((

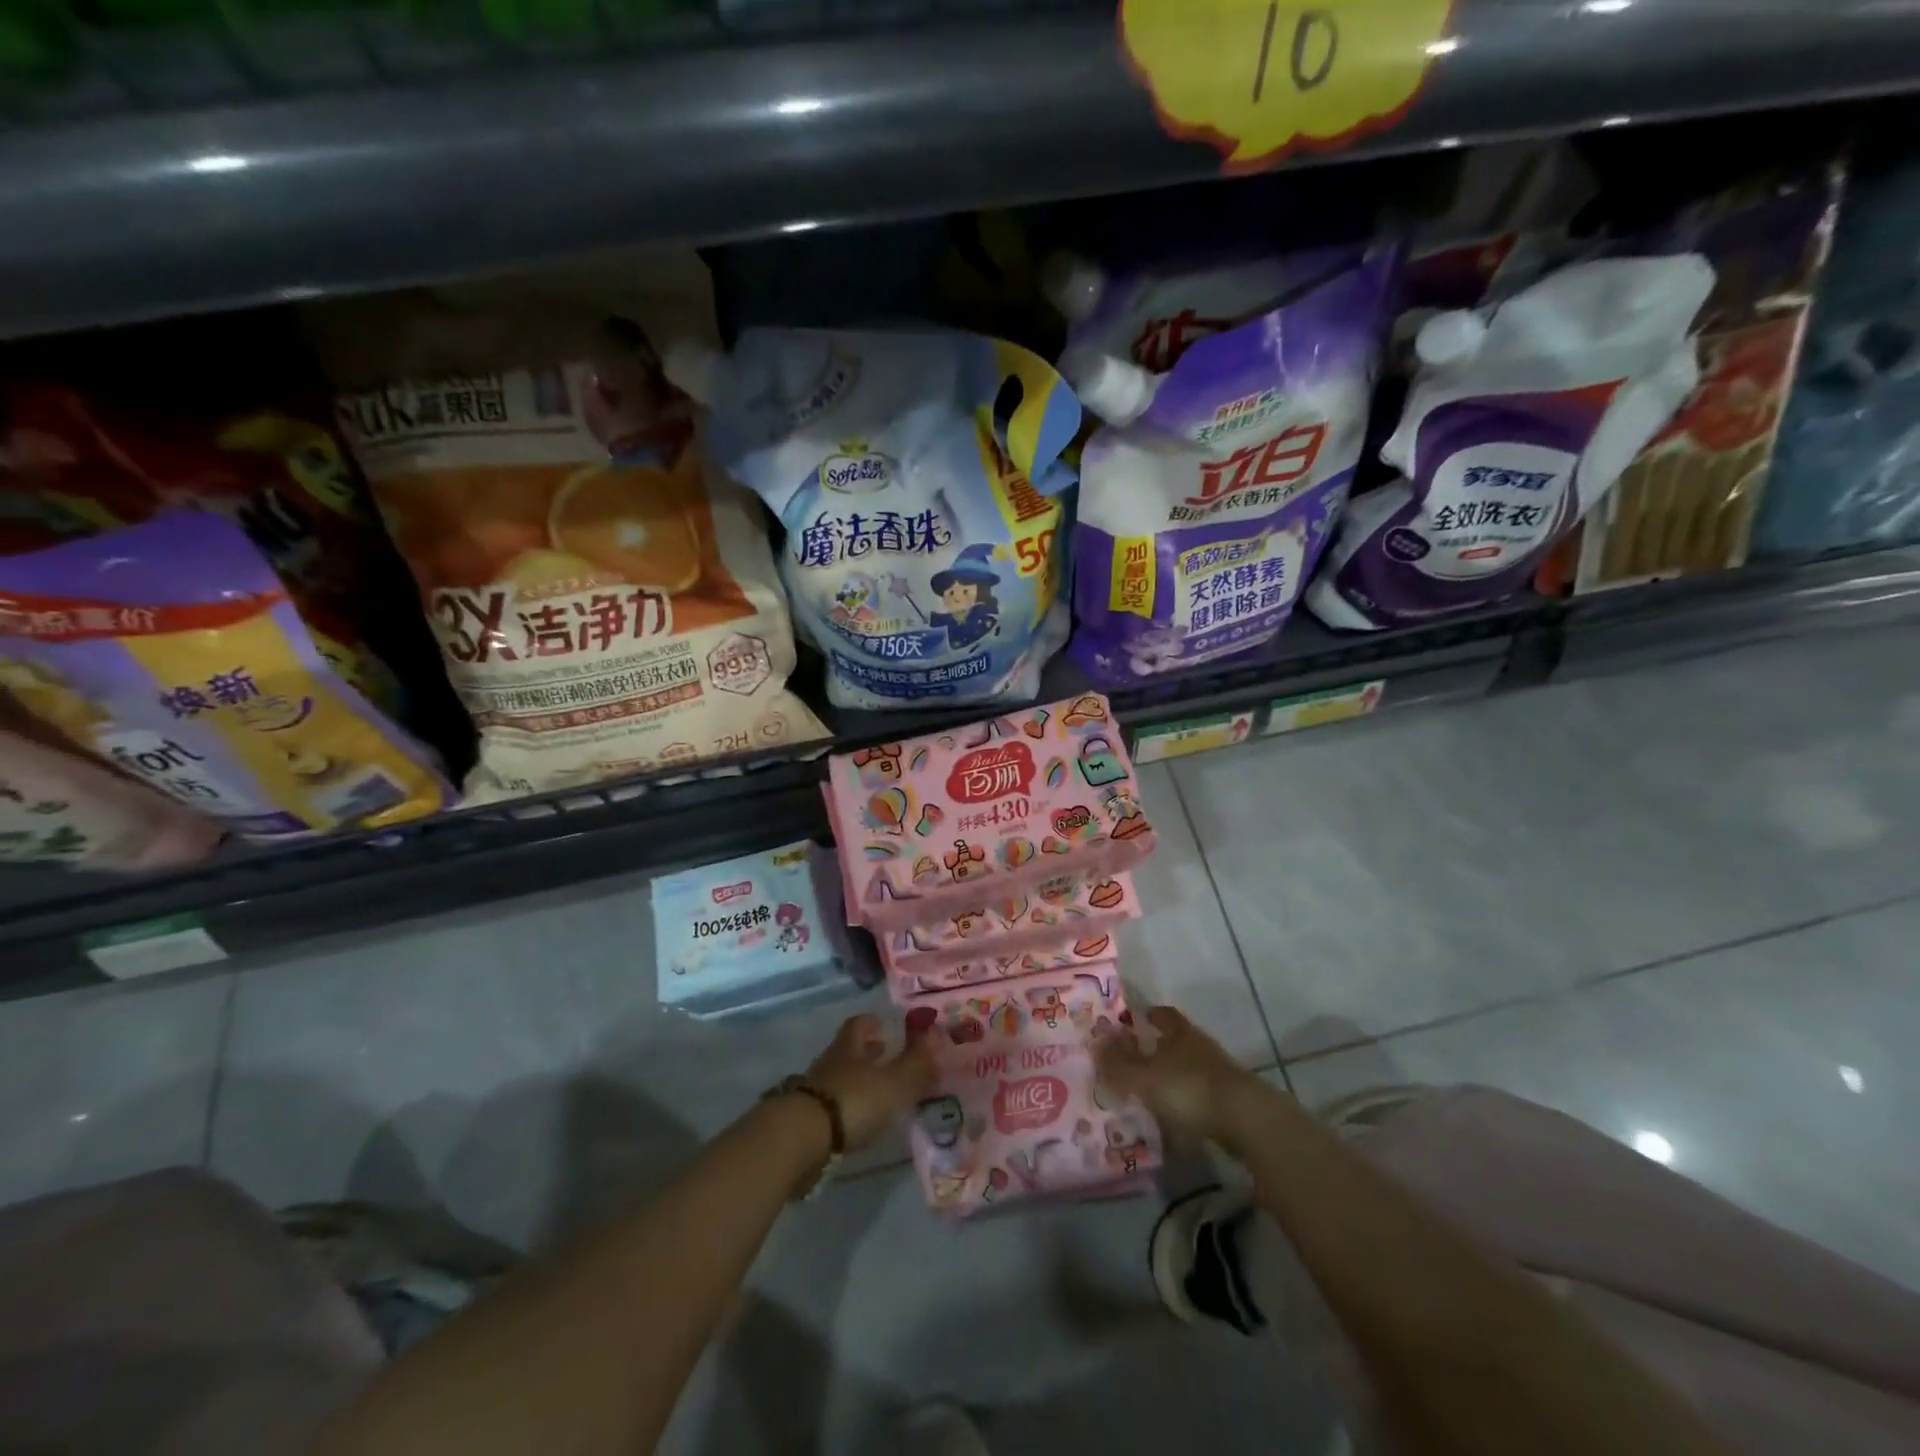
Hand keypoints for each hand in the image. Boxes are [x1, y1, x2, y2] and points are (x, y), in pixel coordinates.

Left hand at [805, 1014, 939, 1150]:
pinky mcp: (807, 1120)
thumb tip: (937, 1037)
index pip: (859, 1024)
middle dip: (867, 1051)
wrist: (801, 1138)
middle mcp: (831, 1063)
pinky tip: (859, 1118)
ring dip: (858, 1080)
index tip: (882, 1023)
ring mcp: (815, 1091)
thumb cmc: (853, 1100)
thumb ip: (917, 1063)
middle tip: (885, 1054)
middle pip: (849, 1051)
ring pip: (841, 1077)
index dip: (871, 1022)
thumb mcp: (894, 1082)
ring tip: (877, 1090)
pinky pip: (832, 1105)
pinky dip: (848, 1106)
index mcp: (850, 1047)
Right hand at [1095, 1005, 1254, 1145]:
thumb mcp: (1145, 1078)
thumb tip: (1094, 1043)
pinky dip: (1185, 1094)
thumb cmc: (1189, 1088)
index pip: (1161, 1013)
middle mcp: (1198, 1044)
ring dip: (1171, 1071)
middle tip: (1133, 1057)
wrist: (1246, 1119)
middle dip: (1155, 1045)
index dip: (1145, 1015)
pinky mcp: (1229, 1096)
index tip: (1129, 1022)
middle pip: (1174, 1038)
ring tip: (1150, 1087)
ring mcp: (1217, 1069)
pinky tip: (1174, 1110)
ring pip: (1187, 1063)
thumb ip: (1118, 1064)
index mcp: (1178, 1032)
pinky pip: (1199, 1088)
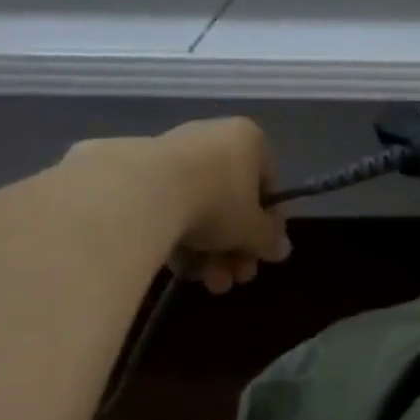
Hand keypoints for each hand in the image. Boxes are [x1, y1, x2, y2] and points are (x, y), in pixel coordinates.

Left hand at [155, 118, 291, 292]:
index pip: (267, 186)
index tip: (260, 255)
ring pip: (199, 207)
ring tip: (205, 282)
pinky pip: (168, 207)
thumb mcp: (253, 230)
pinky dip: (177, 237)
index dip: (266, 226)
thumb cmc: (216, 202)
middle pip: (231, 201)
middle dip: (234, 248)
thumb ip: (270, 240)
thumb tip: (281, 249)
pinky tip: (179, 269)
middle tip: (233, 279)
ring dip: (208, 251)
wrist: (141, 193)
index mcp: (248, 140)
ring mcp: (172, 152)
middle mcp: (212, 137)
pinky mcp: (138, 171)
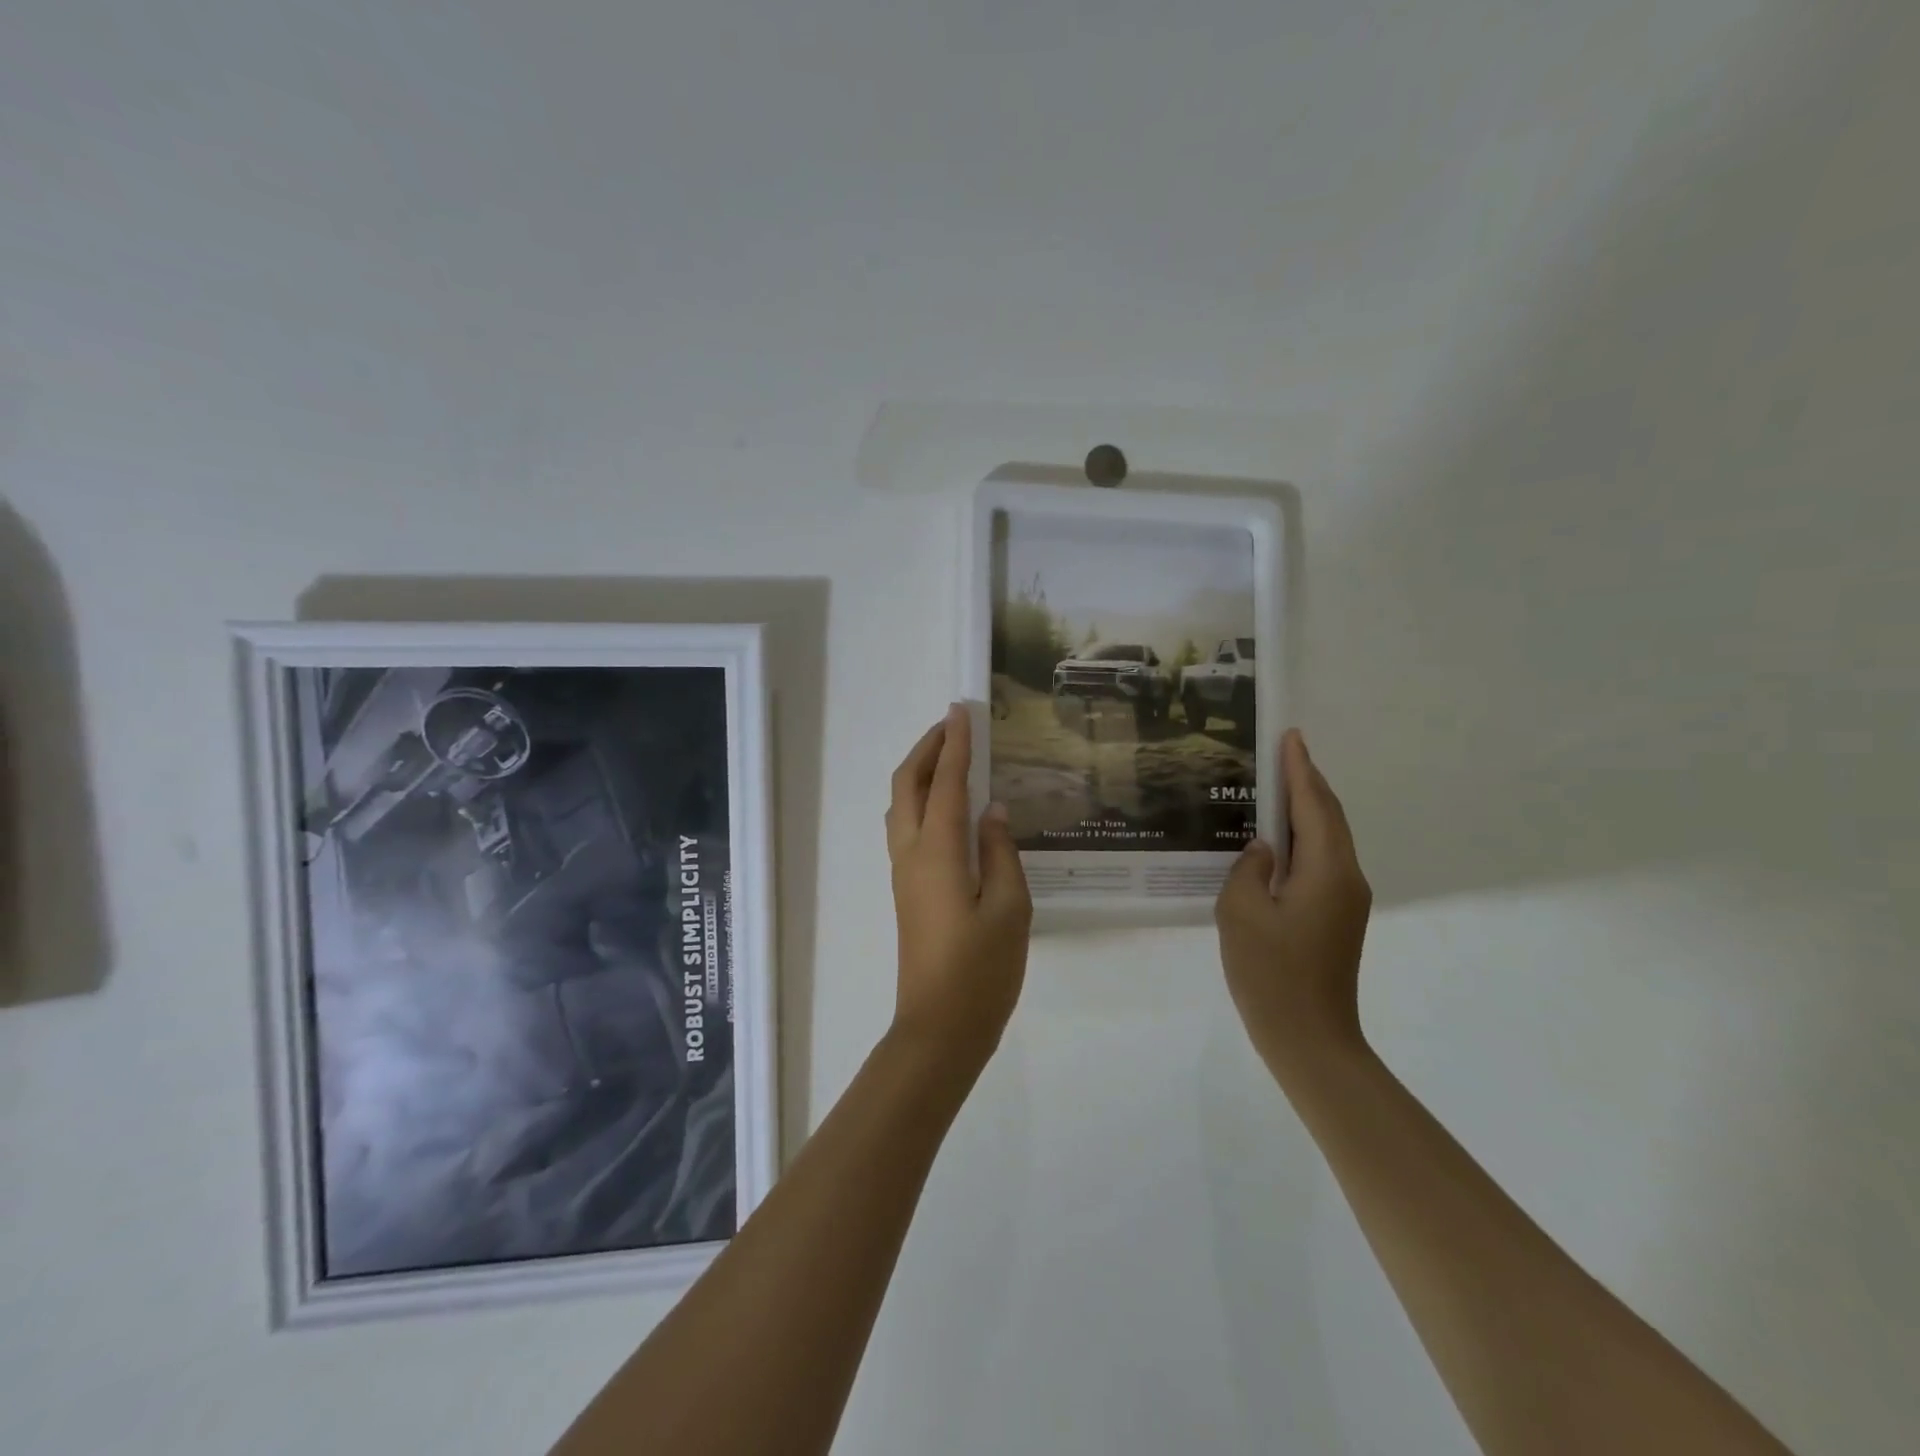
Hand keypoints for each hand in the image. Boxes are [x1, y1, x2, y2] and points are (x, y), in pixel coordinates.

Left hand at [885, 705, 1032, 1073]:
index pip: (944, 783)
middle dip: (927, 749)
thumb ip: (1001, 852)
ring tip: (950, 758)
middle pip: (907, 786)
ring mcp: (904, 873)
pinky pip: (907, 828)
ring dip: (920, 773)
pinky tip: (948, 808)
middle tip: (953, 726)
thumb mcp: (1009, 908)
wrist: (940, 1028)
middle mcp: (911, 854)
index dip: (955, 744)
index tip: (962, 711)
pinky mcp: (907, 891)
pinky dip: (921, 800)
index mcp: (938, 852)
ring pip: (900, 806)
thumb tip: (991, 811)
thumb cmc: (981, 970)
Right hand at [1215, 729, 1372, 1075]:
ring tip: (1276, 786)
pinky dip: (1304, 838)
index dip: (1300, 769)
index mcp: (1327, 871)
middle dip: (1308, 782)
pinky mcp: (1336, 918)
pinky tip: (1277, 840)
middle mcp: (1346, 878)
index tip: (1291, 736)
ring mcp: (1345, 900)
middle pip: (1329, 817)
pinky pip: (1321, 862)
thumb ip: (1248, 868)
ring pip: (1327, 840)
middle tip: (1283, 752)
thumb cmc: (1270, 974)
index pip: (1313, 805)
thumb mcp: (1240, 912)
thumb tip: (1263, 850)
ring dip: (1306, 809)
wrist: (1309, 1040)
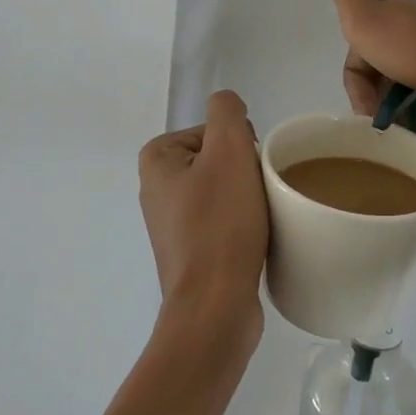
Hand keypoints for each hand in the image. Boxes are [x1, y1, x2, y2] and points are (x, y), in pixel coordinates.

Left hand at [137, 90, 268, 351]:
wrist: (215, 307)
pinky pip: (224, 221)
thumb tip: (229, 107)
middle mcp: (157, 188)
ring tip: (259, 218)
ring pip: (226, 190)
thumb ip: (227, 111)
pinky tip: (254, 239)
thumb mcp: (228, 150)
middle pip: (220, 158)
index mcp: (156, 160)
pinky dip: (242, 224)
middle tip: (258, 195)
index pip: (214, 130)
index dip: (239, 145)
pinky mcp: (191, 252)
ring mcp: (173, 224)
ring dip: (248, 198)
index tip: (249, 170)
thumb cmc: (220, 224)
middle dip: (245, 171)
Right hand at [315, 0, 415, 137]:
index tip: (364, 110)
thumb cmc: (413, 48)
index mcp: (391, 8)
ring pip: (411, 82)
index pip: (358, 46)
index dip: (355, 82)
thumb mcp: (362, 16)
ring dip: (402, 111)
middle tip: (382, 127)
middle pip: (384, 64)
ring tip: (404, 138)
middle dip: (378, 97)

))

_YOUR OBJECTIVE_
Exclude all images, then retype the records above without alteration.

_SOLUTION BELOW_
Hand keypoints for each hand in the image. Boxes are [x1, y1, x2, y2] and points are (x, y), in pixel coordinates.

Left hand at [805, 1014, 939, 1150]:
pinky mcp: (807, 1120)
thumb tip: (937, 1037)
index pip: (859, 1024)
middle dip: (867, 1051)
wrist: (801, 1138)
middle mcp: (831, 1063)
pinky tip: (859, 1118)
ring dip: (858, 1080)
index tip: (882, 1023)
ring mcp: (815, 1091)
thumb cmc: (853, 1100)
thumb ip: (917, 1063)
middle tip: (885, 1054)
middle pip: (849, 1051)
ring pip: (841, 1077)
index dip: (871, 1022)
thumb mcp: (894, 1082)
ring tip: (877, 1090)
pinky pip: (832, 1105)
pinky dip: (848, 1106)
index mcp: (850, 1047)
Right hand at [1095, 1005, 1254, 1145]:
thumb mcp: (1145, 1078)
thumb tip: (1094, 1043)
pinky dip: (1185, 1094)
thumb cmc: (1189, 1088)
index pip: (1161, 1013)
middle mcp: (1198, 1044)
ring dip: (1171, 1071)
middle tip: (1133, 1057)
wrist: (1246, 1119)
middle dip: (1155, 1045)
index dip: (1145, 1015)
pinky mcp: (1229, 1096)
index tip: (1129, 1022)
middle pip: (1174, 1038)
ring tip: (1150, 1087)
ring mcp: (1217, 1069)
pinky tip: (1174, 1110)
ring pip: (1187, 1063)
thumb ip: (1118, 1064)
index mcp: (1178, 1032)
pinky pip: (1199, 1088)
Hand keypoints for each hand in the image. Boxes are [x1, y1, x2, y2] and points are (x, y), in pixel coordinates.

Left hand at [155, 118, 291, 292]:
index pip: (267, 186)
index tip: (260, 255)
ring pip: (199, 207)
ring tip: (205, 282)
pinky pip: (168, 207)
thumb mcp: (253, 230)
pinky dip: (177, 237)
index dip: (266, 226)
thumb cmc: (216, 202)
middle pip: (231, 201)
middle dip: (234, 248)
thumb ip: (270, 240)
thumb tip: (281, 249)
pinky tip: (179, 269)
middle tip: (233, 279)
ring dip: (208, 251)
wrist: (141, 193)
index mcp: (248, 140)
ring mcp: (172, 152)
middle mcp: (212, 137)
pinky mcp: (138, 171)
Hand keypoints for each hand in the image. Boxes are [x1, y1, x2, y2] and points are (x, y), in pixel coordinates.

Left hand at [885, 705, 1032, 1073]:
index pip: (944, 783)
middle dip: (927, 749)
thumb ip: (1001, 852)
ring tip: (950, 758)
middle pip: (907, 786)
ring mcp: (904, 873)
pinky pip: (907, 828)
ring dip: (920, 773)
pinky tip: (948, 808)
middle tip: (953, 726)
thumb mcp: (1009, 908)
wrist: (940, 1028)
middle mcp: (911, 854)
index dip: (955, 744)
index tip: (962, 711)
pinky mcp: (907, 891)
pinky dip: (921, 800)
index mcp: (938, 852)
ring pip: (900, 806)
thumb tip: (991, 811)
thumb cmc: (981, 970)
Right hand at [1215, 729, 1372, 1075]:
ring tip: (1276, 786)
pinky dip: (1304, 838)
index dip: (1300, 769)
index mcp: (1327, 871)
middle dip: (1308, 782)
pinky mcp: (1336, 918)
pinky tip: (1277, 840)
middle mcp: (1346, 878)
index tip: (1291, 736)
ring mcp: (1345, 900)
middle pip: (1329, 817)
pinky pip: (1321, 862)
thumb ip: (1248, 868)
ring pip: (1327, 840)
middle tip: (1283, 752)
thumb cmc: (1270, 974)
index pip: (1313, 805)
thumb mcp: (1240, 912)
thumb tip: (1263, 850)
ring dip: (1306, 809)
wrist: (1309, 1040)
Hand keypoints for each hand in the image. Boxes are [x1, y1, x2, y2] and points are (x, y), in pixel coordinates.

Left hand at [137, 90, 268, 351]:
wrist: (215, 307)
pinky pip: (224, 221)
thumb tip: (229, 107)
middle mcp: (157, 188)
ring tip: (259, 218)
ring pip: (226, 190)
thumb ip: (227, 111)
pinky tip: (254, 239)
thumb mcp: (228, 150)
middle pip: (220, 158)
index mcp: (156, 160)
pinky dip: (242, 224)
middle tip: (258, 195)
index pip: (214, 130)
index dip: (239, 145)
pinky mcp: (191, 252)
ring mcp: (173, 224)
ring dip: (248, 198)
index tip: (249, 170)
thumb cmc: (220, 224)
middle dip: (245, 171)
Right hand at [315, 0, 415, 137]:
index tip: (364, 110)
thumb cmc: (413, 48)
index mcp: (391, 8)
ring pip: (411, 82)
index pip: (358, 46)
index dip: (355, 82)
thumb mcp: (362, 16)
ring dip: (402, 111)
middle tip: (382, 127)
middle pip: (384, 64)
ring tip: (404, 138)
middle dip: (378, 97)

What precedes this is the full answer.